Rob, great point to labor. I agree wholeheartedly. Very similar in that Americans have forgotten what early unions had to endure to get the bare bones like minimum wage and basic work safety. That is, until Bush rolled back much of those advances. :)

Bootleg Blogger said...

Good point about unions. One small town where I lived had a number of factories- stove foundries. I called on several old guys who would, if the topic came up, kind of brag that they'd kept the unions out. Then I'd open the gate for him since he was missing several fingers on one hand! Of course, the fact that we were surrounded by union towns may have had something to do with his ability to earn a good wage. The companies were only able to keep out unions with strong arm tactics at first and later paying well and providing benefits. If there hadn't been the threat of unionization no telling what conditions would have been like. Nowhere does that say that unions, or whatever you choose to substitute, are all good or don't have their drawbacks. Overall, though, I think we're all fortunate we're not the ones having to start them up. Later- BB

fightingpreacher said...

Streak, I just went to a WLM website and their objectives are quite different from those that you mention. One of the values that they are espouse are that of same sex relationships, etc. Now the stuff you mentioned I agree with, but I am afraid WLM doesnt represent that anymore.

Next, I dont believe the ACLU is evil, nor do I believe they are good.

I dont listen to Christian Radio or music that often so pick a new one liner.

Thanks to the abuse of that Law now they are canceling male sports like wrestling. So you will get no support from me there. Should women be allowed to play sports...ABSOLUTELY. But that doesnt mean cancel mens sports that have been around for the last century.

fightingpreacher said...

BB, I know Brad and his wife. That is meant as respect. My wife is my co-equal and it is awesome to have her with me. I am sorry that you cant see that there is a man that his wife is important part of life. A part of his life he couldnt live without.

BB out of curosity are you married? I would think that this would be a complement to the WLM that their are men that dont believe that they could live without the wives who contribute so significantly to their lives!

Men by in large are not attending church with conservative estimates at like 50% with more realistic estimates at 70% of men are not attending across denominational lines (meaning from the catholics to the pentecostals to the baptists)

Well what if it isnt Manning up Jesus, but recoginizing that Jesus was a man! There are lots of things in church that dont reasonate with men. Very little of it actually has to do with Jesus. More to do with the way we conduct our services!

How about maybe that through the last couple of centuries we have made Jesus more female than male and we are trying to bring back an understanding that Jesus was a man and everything about him was male.

Maybe we should back up and have a honest discussion about what is masculinity from 2 persepectives. A biblical perspective and a secular perspective.

There is definitely a wussification of Jesus. He was never angry, etc.

BTW I did say that some of this is just boys wanting to hang with boys

fightingpreacher said...

BB I think you are right.
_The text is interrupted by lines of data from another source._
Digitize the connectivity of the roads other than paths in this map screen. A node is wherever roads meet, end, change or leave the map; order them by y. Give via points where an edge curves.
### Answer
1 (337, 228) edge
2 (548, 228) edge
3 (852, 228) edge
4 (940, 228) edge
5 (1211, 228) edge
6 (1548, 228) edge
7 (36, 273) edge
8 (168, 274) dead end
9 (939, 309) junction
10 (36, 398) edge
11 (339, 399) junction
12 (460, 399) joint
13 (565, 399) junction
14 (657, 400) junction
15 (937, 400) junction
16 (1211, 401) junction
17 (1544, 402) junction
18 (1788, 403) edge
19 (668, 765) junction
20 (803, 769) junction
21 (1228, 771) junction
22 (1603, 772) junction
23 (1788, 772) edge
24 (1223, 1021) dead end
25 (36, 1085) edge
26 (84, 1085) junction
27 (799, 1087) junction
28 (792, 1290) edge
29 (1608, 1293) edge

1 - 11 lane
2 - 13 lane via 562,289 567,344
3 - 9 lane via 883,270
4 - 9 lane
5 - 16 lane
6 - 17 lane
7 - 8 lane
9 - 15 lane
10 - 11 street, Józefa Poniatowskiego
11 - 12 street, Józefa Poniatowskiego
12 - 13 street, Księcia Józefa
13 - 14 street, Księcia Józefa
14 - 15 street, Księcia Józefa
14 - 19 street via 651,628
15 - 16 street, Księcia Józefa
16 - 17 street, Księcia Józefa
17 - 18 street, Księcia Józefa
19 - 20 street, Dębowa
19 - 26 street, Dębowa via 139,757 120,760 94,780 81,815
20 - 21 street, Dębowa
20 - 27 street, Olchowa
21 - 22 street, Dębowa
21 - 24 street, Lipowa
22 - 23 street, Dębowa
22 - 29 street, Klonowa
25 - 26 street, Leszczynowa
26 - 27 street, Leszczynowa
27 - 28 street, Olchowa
When I went to a website for WLM it had nothing to do with the great things streak mentioned it was all about things that I think have nothing to do with Women being honored and treated with respect.

fightingpreacher said...

streak how do you link on the blog so I dont offend you again by posting entire articles?

fightingpreacher said...

Streak could you share what the tenants of the WLM are?

Streak said...

No offense, but I am not sure you really can speak to what the women's liberation movement is or was about. I am not trying to be snide, but I don't sense much historical memory here.

To add to that, the connection between feminists and homosexuals is longstanding and has to do at least partially with conservatives dismissing any woman who didn't fit their ideals as being a "lesbian." So you might have to forgive the connection--it is one of share experience.

BB I think you are right. When I went to a website for WLM it had nothing to do with the great things streak mentioned it was all about things that I think have nothing to do with Women being honored and treated with respect.

Perhaps it is because I know the Bootlegger and have for years, but I don't see much in your statement that echoes his. Where are you agreeing? Where did he say that the women's movement didn't respect women now?

The fact that some male sports have been canceled is not an argument. YOU will have to do better there. That is tantamount to whites saying to blacks "hey, you can't discriminate against us" after discriminating against blacks for 300+ years.

With all due respect (and I am trying to be respectful) your comments here do not display much historical understanding of any of these experiences. In fact, you appear to look at the past as an echo of your own experience and use that to lament whatever change you see that doesn't match what you want. Don't cancel wrestling because it has been around for a long time, but it is perfectly fine to exclude all manner of female sports? And you ignore the connection to your own wife's experience?

And finally, just as in my answers on Eldredge and others, I have told you the tenets of the women's movement. They are not complicated. Equality and access. Freedom from violence. It is pretty simple stuff. The fact that you don't want to extend that to gay people is your issue--and is not a reasonable way to undermine the women's movement.

Streak said...

Oh, and:

There is definitely a wussification of Jesus.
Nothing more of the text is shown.